Как только я оказался стреножен, конвоиры вышли из кабинета, оставив меня наедине с Пименовым.
- Плохое самочувствие, гражданин Белянков? - усмехнулся он.
- Тебе-то какая до этого забота? – мрачно ответил я ему. Чувствовал себя и в самом деле не очень. Слабость, головокружение, легкая дурнота играли на руку моему собеседнику. Наверное, всё дело в этой штуке на моей шее, которая отрезала меня от мира магии и заблокировала все сверхспособности без исключения. В общем, стал я сейчас практически таким же, как до встречи с Вестником.
- Прямая, - продолжал тот улыбаться, - проще будет договориться.
- Договариваются по другому, разве нет? Не с позиции силы.
- Если сила есть, то как раз от неё все стороны и отталкиваются. Ты же интернатовский, Белянков, должен жизнь знать лучше разных рафинированных мажорчиков и манагеров. А в жизни, что главное? Правильно, сила.

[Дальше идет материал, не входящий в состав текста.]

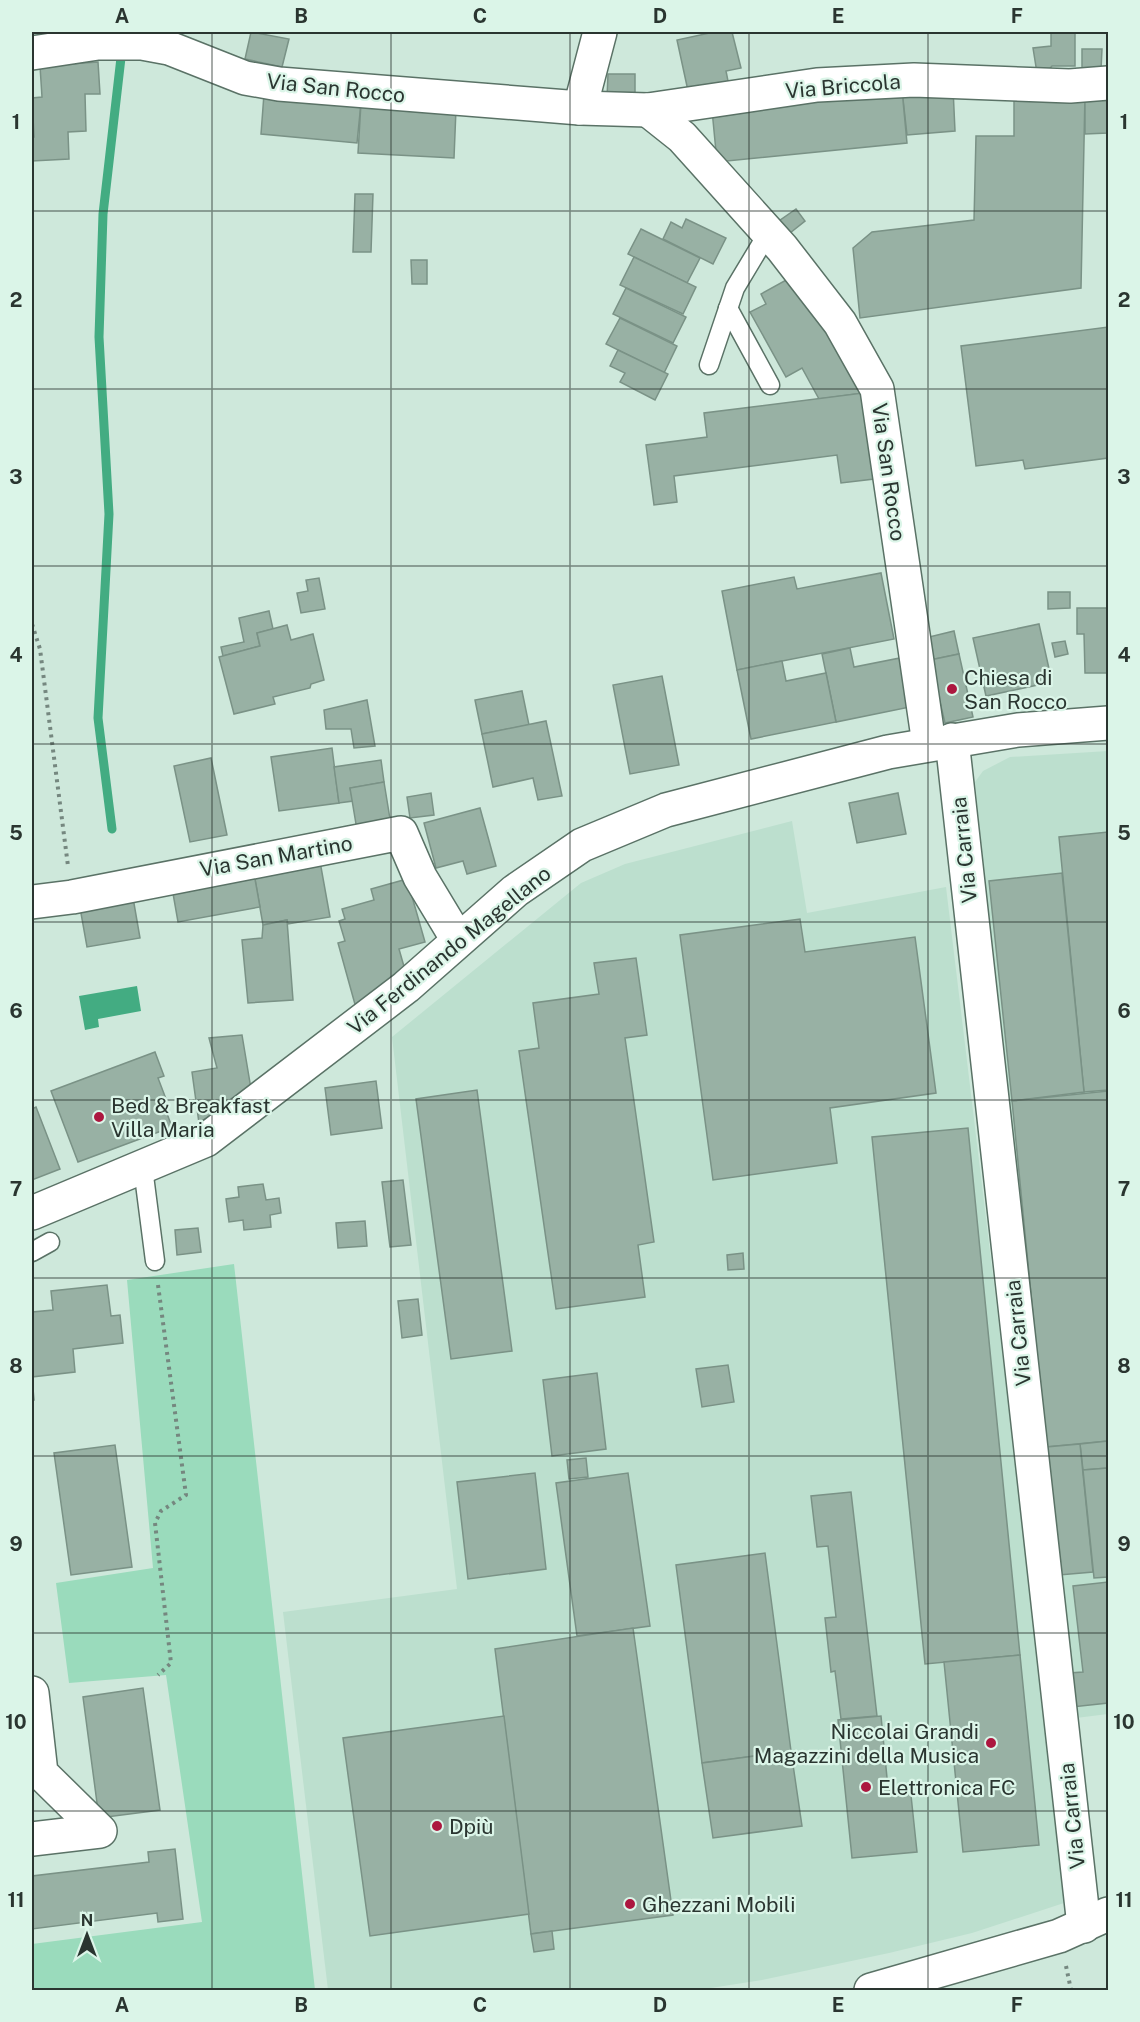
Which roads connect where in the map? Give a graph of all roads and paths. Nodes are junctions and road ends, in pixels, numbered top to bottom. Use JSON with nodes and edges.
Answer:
{"nodes":[{"id":1,"x":600,"y":32,"type":"edge"},
{"id":2,"x":32,"y":53,"type":"edge"},
{"id":3,"x":1108,"y":83,"type":"edge"},
{"id":4,"x":580,"y":108,"type":"junction"},
{"id":5,"x":648,"y":110,"type":"junction"},
{"id":6,"x":768,"y":233,"type":"junction"},
{"id":7,"x":728,"y":308,"type":"junction"},
{"id":8,"x":709,"y":365,"type":"dead end"},
{"id":9,"x":770,"y":385,"type":"dead end"},
{"id":10,"x":32,"y":624,"type":"edge"},
{"id":11,"x":1108,"y":723,"type":"edge"},
{"id":12,"x":940,"y":742,"type":"junction"},
{"id":13,"x":72,"y":897,"type":"junction"},
{"id":14,"x":32,"y":902,"type":"edge"},
{"id":15,"x":458,"y":940,"type":"junction"},
{"id":16,"x":143,"y":1168,"type":"junction"},
{"id":17,"x":32,"y":1213,"type":"edge"},
{"id":18,"x":50,"y":1242,"type":"dead end"},
{"id":19,"x":32,"y":1252,"type":"edge"},
{"id":20,"x":155,"y":1261,"type":"joint"},
{"id":21,"x":158,"y":1675,"type":"dead end"},
{"id":22,"x":32,"y":1693,"type":"edge"},
{"id":23,"x":32,"y":1839,"type":"edge"},
{"id":24,"x":1096,"y":1920,"type":"edge"},
{"id":25,"x":871,"y":1990,"type":"edge"}],
"edges":[{"from":1,"to":4,"type":"street"},
{"from":2,"to":4,"type":"street","name":"Via San Rocco"},
{"from":3,"to":5,"type":"street","name":"Via Briccola"},
{"from":4,"to":5,"type":"street","name":"Via Briccola"},
{"from":5,"to":6,"type":"street","name":"Via San Rocco"},
{"from":6,"to":7,"type":"lane"},
{"from":6,"to":12,"type":"street","name":"Via San Rocco"},
{"from":7,"to":8,"type":"lane"},
{"from":7,"to":9,"type":"lane"},
{"from":10,"to":13,"type":"path"},
{"from":11,"to":12,"type":"street","name":"Via Ferdinando Magellano"},
{"from":12,"to":15,"type":"street","name":"Via Ferdinando Magellano"},
{"from":12,"to":24,"type":"street","name":"Via Carraia"},
{"from":13,"to":14,"type":"street","name":"Via San Martino"},
{"from":13,"to":15,"type":"street","name":"Via San Martino"},
{"from":15,"to":16,"type":"street","name":"Via Ferdinando Magellano"},
{"from":16,"to":17,"type":"street","name":"Via Ferdinando Magellano"},
{"from":16,"to":20,"type":"lane"},
{"from":18,"to":19,"type":"lane"},
{"from":20,"to":21,"type":"path"},
{"from":22,"to":23,"type":"street"},
{"from":24,"to":25,"type":"street"}]}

- А не правда? – я вернул ему его усмешку или даже скорее весёлый оскал. – В ней же вся сила, майор.
Тот на несколько секунд смешался, видимо, разбираясь и пытаясь понять, что же за подоплёка в моих словах. Потом на его лицо вернулась расслабленность.

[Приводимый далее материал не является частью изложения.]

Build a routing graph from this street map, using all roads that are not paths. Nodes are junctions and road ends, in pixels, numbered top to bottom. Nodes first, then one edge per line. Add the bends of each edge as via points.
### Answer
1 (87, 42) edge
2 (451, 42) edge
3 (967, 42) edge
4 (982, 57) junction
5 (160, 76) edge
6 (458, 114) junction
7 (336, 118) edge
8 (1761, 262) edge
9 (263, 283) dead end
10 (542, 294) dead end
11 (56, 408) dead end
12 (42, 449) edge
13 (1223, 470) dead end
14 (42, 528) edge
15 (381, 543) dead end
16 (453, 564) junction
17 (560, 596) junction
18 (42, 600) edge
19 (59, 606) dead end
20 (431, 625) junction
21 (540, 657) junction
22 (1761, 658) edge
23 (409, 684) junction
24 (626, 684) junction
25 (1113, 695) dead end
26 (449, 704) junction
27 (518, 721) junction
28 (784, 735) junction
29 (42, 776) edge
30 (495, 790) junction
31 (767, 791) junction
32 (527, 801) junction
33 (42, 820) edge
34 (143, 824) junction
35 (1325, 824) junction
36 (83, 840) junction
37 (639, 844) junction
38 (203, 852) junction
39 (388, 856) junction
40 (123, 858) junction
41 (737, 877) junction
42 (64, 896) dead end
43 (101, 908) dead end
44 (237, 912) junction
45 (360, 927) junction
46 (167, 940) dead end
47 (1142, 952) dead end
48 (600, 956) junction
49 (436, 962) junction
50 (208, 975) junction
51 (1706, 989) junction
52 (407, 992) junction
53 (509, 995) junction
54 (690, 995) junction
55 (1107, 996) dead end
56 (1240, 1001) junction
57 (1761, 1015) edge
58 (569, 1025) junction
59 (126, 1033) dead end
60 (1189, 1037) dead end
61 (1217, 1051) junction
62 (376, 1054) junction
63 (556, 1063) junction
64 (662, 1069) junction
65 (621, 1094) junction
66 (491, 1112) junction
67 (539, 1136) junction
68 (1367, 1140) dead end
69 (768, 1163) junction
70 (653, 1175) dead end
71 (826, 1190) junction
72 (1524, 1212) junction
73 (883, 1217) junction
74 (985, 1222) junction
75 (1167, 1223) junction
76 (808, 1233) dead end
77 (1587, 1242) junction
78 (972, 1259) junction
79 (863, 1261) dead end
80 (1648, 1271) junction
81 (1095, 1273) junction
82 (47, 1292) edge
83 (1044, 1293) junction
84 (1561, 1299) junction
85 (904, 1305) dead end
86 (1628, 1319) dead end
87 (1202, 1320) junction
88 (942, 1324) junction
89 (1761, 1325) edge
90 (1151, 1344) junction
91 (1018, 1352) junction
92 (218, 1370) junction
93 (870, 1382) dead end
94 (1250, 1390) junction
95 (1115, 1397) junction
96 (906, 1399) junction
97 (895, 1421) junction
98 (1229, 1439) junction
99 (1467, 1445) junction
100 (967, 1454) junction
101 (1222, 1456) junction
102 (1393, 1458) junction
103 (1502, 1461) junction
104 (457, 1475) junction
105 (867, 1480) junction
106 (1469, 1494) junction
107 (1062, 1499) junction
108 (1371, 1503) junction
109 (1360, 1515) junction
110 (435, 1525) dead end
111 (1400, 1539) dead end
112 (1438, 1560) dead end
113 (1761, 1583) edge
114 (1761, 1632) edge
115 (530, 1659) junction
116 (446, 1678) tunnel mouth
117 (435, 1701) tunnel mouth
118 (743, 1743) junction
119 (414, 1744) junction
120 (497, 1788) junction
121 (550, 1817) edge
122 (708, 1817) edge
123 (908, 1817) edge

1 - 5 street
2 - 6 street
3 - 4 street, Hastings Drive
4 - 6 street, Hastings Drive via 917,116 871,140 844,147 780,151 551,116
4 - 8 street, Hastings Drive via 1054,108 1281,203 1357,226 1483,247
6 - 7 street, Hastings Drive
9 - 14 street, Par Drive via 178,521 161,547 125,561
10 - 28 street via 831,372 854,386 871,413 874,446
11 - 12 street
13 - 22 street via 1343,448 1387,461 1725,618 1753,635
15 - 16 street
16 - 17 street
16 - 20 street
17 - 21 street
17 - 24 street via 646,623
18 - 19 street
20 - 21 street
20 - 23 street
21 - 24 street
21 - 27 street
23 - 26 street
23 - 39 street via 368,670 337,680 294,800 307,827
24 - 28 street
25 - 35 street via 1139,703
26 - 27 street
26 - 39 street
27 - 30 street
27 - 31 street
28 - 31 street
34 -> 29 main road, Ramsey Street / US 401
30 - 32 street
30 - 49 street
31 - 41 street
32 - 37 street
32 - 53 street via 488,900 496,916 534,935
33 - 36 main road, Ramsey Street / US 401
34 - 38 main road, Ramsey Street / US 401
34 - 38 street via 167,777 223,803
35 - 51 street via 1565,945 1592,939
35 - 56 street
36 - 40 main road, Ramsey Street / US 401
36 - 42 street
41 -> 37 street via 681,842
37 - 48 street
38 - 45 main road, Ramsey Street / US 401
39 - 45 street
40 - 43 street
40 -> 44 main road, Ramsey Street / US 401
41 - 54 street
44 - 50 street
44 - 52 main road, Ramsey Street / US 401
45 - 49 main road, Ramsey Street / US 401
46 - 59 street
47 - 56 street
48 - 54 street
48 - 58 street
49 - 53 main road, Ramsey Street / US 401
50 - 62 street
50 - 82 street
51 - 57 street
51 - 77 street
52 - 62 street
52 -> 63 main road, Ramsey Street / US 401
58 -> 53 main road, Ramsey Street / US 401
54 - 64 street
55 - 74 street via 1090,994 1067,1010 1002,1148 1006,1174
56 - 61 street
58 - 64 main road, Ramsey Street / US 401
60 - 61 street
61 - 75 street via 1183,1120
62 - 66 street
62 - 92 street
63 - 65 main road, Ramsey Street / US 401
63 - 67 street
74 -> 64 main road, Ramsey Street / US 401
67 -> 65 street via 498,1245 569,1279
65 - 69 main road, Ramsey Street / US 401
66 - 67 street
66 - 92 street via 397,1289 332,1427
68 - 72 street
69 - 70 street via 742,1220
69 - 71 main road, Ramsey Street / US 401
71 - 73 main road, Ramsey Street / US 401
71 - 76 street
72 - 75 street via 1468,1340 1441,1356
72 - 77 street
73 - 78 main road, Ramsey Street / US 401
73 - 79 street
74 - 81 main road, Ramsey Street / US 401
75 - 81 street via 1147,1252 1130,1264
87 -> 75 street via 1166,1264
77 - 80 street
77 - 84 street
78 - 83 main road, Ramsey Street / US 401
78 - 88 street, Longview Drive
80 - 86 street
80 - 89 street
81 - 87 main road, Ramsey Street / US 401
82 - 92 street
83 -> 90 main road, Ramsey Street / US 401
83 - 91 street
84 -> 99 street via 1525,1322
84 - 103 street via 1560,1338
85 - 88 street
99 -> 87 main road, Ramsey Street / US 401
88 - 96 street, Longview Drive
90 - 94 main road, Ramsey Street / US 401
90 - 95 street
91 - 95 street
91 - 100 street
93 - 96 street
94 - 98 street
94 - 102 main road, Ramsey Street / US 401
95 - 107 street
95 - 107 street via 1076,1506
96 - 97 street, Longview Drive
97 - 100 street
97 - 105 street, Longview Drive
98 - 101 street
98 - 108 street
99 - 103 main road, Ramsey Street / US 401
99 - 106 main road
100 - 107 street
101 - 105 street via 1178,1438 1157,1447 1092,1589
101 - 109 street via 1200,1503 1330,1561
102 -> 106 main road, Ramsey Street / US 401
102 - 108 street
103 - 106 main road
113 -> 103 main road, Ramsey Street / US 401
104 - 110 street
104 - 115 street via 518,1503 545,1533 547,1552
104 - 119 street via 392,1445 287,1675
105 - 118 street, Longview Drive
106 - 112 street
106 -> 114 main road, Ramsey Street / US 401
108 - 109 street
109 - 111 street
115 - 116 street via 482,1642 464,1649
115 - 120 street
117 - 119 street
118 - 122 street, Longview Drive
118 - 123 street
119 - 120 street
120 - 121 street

- Вот ты про что. Такие высказывания хороши для кино, Белянков, в жизни всё совсем по-другому. Разочаровываешь ты меня, - покачал он головой. – Правда и сила всегда у сильного, она принадлежит тому, кто может диктовать условия. Ночью диктовал их ты, почему-то решив, что можешь себе такое позволить. А сейчас командую парадом я…
- Камня у меня нет, если ты этого не заметил, - оборвал я его речь. – И вряд ли ты его получишь.

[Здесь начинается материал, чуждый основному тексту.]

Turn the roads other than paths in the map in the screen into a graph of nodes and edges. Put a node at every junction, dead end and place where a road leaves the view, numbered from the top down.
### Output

- Я это знаю. Все твои вещи уже у меня находятся. Кстати, ты в курсе, что на тебя заведено сразу несколько уголовных дел по тяжким и особо тяжким статьям включая государственную измену? Ношение и хранение огнестрельного оружия и взрывных устройств, сопротивление аресту, самовольный захват земель, убийства военнослужащих и сотрудников МВД, порча государственного имущества, нарушение закона о контроле за проявление Игры и ещё десять статей чуть-чуть попроще вроде внесения конструктивных изменений в оружие. В общей сложности тебе светит десять пожизненных с содержанием в одиночке на строгом режиме. Ты сойдёшь с ума, Белянков. Что же насчёт кристалла, то не питай иллюзий – найдём его не сегодня, так завтра, - тут он широко и зло улыбнулся. – Решил из себя доброго самаритянина изобразить? Закрыл город и рад? Уж лучше бы оставил у себя или спрятал, раз не хотел ни с кем делиться. Или у тебя мыслишки были подмять город под себя, стать его главой, а?